◆ Work instruction: Locate the string "from" in the records below. Copy every line where it occurs.

(Stored items)
+--
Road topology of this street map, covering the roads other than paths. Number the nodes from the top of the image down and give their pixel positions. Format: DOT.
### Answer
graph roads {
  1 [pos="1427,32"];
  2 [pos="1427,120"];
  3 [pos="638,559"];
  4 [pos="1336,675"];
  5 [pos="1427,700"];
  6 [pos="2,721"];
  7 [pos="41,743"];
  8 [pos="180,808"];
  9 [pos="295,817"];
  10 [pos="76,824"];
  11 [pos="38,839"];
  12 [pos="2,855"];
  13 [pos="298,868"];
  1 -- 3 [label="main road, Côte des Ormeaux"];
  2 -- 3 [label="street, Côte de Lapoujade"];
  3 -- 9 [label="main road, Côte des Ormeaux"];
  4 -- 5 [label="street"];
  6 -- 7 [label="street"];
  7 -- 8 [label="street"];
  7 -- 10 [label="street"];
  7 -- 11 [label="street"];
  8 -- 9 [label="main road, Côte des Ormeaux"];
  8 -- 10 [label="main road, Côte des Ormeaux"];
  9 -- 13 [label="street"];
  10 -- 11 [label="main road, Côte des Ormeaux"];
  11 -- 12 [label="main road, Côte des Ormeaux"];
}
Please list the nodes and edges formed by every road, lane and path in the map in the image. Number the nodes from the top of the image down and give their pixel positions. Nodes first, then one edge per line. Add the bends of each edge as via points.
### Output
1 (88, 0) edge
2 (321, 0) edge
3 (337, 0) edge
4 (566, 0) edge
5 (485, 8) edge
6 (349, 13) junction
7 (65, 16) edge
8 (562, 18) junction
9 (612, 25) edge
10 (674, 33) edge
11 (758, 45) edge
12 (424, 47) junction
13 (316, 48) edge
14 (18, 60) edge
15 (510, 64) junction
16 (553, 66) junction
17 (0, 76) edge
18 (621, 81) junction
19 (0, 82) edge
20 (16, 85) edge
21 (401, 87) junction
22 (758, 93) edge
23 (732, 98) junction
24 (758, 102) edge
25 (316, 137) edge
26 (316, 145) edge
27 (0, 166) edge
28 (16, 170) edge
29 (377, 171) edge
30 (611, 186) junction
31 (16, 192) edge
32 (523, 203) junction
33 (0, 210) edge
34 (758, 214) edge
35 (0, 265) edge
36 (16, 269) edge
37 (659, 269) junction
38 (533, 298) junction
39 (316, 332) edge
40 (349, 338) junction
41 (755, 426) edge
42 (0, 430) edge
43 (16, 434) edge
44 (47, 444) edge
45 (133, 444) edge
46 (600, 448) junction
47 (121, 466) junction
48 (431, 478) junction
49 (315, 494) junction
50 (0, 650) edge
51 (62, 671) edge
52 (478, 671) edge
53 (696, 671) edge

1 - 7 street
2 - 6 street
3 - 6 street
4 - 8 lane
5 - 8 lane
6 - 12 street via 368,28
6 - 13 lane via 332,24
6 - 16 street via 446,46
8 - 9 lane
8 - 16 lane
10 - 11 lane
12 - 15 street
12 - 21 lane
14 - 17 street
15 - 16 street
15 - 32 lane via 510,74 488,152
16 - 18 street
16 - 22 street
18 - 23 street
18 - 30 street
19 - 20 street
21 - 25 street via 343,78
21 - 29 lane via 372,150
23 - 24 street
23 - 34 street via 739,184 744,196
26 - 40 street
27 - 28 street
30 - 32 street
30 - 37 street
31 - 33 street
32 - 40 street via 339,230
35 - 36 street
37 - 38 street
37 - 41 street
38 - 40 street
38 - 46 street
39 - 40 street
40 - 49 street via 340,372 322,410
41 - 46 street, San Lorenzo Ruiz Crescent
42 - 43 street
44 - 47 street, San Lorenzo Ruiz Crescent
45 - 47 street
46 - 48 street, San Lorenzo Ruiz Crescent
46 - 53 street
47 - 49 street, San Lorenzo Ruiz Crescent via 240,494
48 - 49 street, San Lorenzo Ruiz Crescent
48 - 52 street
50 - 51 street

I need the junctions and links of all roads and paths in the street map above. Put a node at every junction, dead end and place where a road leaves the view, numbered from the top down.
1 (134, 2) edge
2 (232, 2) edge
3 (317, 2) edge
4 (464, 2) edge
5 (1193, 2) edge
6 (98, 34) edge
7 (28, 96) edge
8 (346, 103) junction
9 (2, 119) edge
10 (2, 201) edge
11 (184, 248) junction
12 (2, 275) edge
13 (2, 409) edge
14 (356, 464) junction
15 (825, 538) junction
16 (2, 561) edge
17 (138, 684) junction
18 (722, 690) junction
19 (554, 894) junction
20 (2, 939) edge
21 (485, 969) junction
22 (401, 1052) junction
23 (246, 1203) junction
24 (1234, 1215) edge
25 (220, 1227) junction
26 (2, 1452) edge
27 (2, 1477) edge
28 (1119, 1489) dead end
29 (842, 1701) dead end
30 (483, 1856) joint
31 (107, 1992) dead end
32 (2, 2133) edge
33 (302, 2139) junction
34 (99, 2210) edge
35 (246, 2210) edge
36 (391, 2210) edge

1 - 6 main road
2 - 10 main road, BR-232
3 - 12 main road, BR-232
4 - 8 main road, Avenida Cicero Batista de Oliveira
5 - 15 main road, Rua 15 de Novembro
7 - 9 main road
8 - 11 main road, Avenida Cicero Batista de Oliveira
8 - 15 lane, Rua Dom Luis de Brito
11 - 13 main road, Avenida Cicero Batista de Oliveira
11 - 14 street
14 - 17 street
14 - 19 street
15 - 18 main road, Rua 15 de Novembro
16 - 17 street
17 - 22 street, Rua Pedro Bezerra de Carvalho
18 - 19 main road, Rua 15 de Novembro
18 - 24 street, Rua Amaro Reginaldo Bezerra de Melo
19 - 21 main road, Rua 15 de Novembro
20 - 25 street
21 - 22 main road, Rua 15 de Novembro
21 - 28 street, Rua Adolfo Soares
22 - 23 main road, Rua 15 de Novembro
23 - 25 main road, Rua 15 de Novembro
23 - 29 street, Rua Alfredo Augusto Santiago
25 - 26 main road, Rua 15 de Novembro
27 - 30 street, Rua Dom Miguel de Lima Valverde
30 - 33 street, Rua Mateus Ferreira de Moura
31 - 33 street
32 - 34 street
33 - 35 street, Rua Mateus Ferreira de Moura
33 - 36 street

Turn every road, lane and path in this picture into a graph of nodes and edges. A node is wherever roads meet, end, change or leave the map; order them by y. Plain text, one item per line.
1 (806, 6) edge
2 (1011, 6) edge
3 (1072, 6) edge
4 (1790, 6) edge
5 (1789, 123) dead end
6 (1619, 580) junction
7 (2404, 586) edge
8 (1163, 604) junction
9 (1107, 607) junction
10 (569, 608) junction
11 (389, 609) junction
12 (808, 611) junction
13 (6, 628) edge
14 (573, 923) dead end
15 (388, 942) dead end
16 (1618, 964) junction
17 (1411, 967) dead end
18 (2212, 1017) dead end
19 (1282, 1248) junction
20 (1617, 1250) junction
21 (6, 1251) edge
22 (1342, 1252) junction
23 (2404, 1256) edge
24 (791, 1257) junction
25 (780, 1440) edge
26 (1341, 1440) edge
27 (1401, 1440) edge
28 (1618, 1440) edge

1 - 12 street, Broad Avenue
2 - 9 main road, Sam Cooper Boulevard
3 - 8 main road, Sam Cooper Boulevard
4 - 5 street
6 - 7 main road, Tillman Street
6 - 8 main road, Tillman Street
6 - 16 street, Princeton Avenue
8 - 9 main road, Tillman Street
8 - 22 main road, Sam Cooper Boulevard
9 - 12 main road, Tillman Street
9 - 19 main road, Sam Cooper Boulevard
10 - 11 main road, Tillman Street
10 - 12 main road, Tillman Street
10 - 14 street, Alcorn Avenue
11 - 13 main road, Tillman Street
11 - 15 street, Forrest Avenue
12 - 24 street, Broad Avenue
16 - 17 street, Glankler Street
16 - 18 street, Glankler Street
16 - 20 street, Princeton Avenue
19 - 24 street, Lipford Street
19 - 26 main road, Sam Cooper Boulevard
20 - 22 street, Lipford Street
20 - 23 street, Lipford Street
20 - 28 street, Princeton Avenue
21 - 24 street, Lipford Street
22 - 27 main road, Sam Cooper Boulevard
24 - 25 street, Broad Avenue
+--
◆ The answer:
Road topology of this street map, covering the roads other than paths. Number the nodes from the top of the image down and give their pixel positions. Format: DOT.
Please list the nodes and edges formed by every road, lane and path in the map in the image. Number the nodes from the top of the image down and give their pixel positions. Nodes first, then one edge per line. Add the bends of each edge as via points.
I need the junctions and links of all roads and paths in the street map above. Put a node at every junction, dead end and place where a road leaves the view, numbered from the top down.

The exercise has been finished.